I would have thought that a convolution could learn to figure out a slope. With the appropriate kernel it can learn to measure slope: $a_n - a_{n-1}$ would be a suitable one. It could also use a kernel like $a_{n-1} - 2 a_n + a_{n+1}$ to measure curvature. Perhaps the problem was that I have only allowed 16 filters to be measured.

Allowing for 64 filters does not really make it much better, this brings us to 83.9 %.

Perhaps convolutions of length 3 are not sufficient. So I make it try a length of 5. The pooling layer should become useless now. The error rate is still 83.2 %, so that did not help.

So I increase to 512 filters with length 5, perhaps that does the trick. We are now at 99.0 % error rate. The network seems to overfit, although the validation loss looks reasonable close to the training loss.

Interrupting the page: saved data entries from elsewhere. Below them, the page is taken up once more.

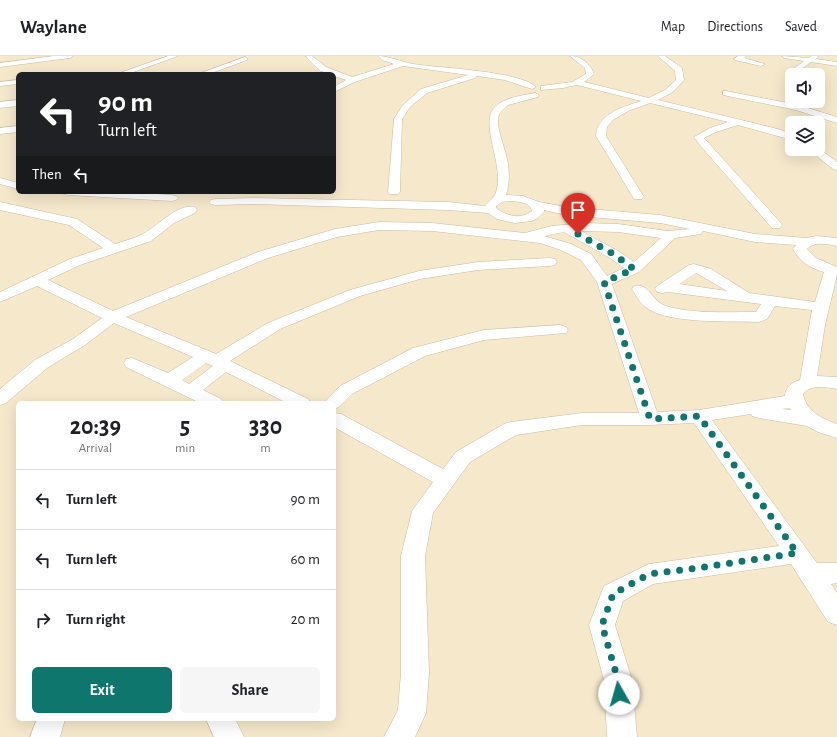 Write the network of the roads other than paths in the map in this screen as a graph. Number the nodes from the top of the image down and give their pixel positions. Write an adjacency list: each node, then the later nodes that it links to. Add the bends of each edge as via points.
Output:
1 (70, 56): 14 (street)
2 (175, 56): 16 (street)
3 (381, 56): 11 (street)
4 (572, 56): 24 (street, via 588,67 590,74)
5 (661, 56): 32 (street, via 679,70 680,80 667,93)
6 (743, 56): 12 (street, via 737,59)
7 (785, 56): 9 (street)
8 (309, 57): 18 (street)
9 (812, 58): 13 (street); 15 (street)
10 (245, 59): 17 (street)
11 (403, 64): 20 (street); 22 (street)
12 (761, 64)
13 (837, 64)
14 (0, 65)
15 (799, 68)
16 (127, 72)
17 (208, 72)
18 (331, 72)
19 (336, 74): 22 (street)
20 (474, 74): 21 (street); 46 (street, via 424,91 407,105 398,119)
21 (492, 77): 27 (street, via 512,84); 28 (street, via 522,83)
22 (352, 80): 26 (street)
23 (16, 82): 25 (street)
24 (577, 83): 28 (street, via 547,90 545,95); 32 (street)
25 (0, 84)
26 (336, 89)
27 (522, 91): 28 (street); 31 (street)
28 (534, 91): 31 (street)
29 (726, 93): 33 (street)
30 (785, 96): 33 (street)
31 (512, 100): 44 (street, via 497,109 493,118)
32 (650, 101): 37 (street); 49 (street, via 612,117 603,125 600,136)
33 (773, 102): 36 (street)
34 (16, 103): 35 (street)
35 (0, 105)
36 (837, 120)
37 (739, 122): 40 (street); 56 (street, via 699,137)
38 (16, 129): 39 (street)
39 (0, 131)
40 (785, 135)
41 (822, 156): 42 (street)
42 (837, 167)
43 (0, 181): 45 (street)
44 (504, 183): 50 (street); 52 (street, via 502,192)
45 (16, 185)
46 (394, 192)
47 (81, 194): 54 (street)
48 (182, 194): 54 (street)
49 (638, 197)
50 (520, 199): 52 (street); 55 (street, via 530,202)
51 (207, 202): 52 (street, via 448,206); 54 (street)
52 (494, 204): 55 (street, via 500,216 512,219 524,219)
53 (0, 206): 63 (street, via 74,222)
54 (171, 208): 63 (street, via 146,238)
55 (536, 210): 58 (street, via 613,214 660,219)
56 (776, 224)
57 (567, 228): 59 (street, via 618,228); 60 (street); 65 (street)
58 (706, 228): 59 (street, via 690,233); 62 (street)
59 (672, 234): 65 (street)
60 (524, 237): 68 (street, via 542,239 566,247 586,258); 74 (street, via 424,227 379,226 334,233 263,255)
61 (837, 242): 62 (street, via 824,240)
62 (804, 248): 66 (street, via 813,263)
63 (113, 249): 67 (street, via 75,262)
64 (550, 262): 77 (street, via 478,266 419,275 355,293 274,326)
65 (634, 269): 68 (street)
66 (834, 270): 73 (street)
67 (38, 281): 71 (street); 74 (street)
68 (604, 282): 90 (street)
69 (665, 287): 70 (street); 70 (street, via 694,268); 72 (street, via 642,294 652,306 665,311 759,318)
70 (747, 297): 72 (street)
71 (0, 298)
72 (771, 300): 73 (street)
73 (821, 307): 76 (street)
74 (114, 317): 77 (street); 83 (street, via 41,364)
75 (560, 330): 86 (street, via 484,335 420,352 346,390)
76 (812, 352): 80 (street); 81 (street)
77 (216, 361): 79 (street); 82 (street); 85 (street)
78 (132, 363): 79 (street)
79 (168, 380): 82 (street)
80 (808, 382): 81 (street); 87 (street, via 798,386 794,393)
81 (834, 383)
82 (191, 391): 84 (street)
83 (0, 399)
84 (211, 401)
85 (298, 401)
86 (335, 401)
87 (795, 401): 88 (street); 92 (street, via 801,411)
88 (745, 409): 89 (street); 92 (street)
89 (699, 416): 90 (street); 95 (street)
90 (650, 419): 94 (street, via 582,419 512,429 463,457)
91 (336, 420): 94 (street)
92 (812, 420): 93 (street)
93 (837, 431)
94 (446, 480): 103 (street, via 423,511 413,556 415,672 412,713)
95 (797, 553): 97 (street); 104 (street, via 649,574 613,594 602,625 618,680)
96 (837, 573): 97 (street)
97 (811, 574): 98 (street)
98 (837, 614)
99 (50, 721): 101 (street)
100 (221, 721): 102 (street)
101 (45, 737)
102 (229, 737)
103 (399, 737)
104 (622, 737)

We have seen this pattern before as well, too many convolutional filters will make the result worse. Perhaps one could improve by training for more epochs, but a simpler model gave better results with less resources.

## Conclusions

It seems that just applying a convolution to the data is not sufficient to extract all the interesting features. This surprises me a bit because I would have expected that a convolution could effectively take the first and second derivative of data. The dense network at the end must be able to build the sum of the last data point and first and second derivative to extrapolate the next point. Perhaps the problem is that the convolution does not preserve the last element and one would have to re-inject the original information into the final state to have it available via short-circuit.

Maybe even with those changes the convolution just does not work. One would need to extract features like the first and second derivative, the ratios and other things beforehand. Some of these are non-linear transformations, the network may not be able to learn these just from the data and one has to provide some features manually.

It could also be that deep learning is not the right approach here and as it should rather be a decision tree from more complicated features, one should rather persue an avenue like that.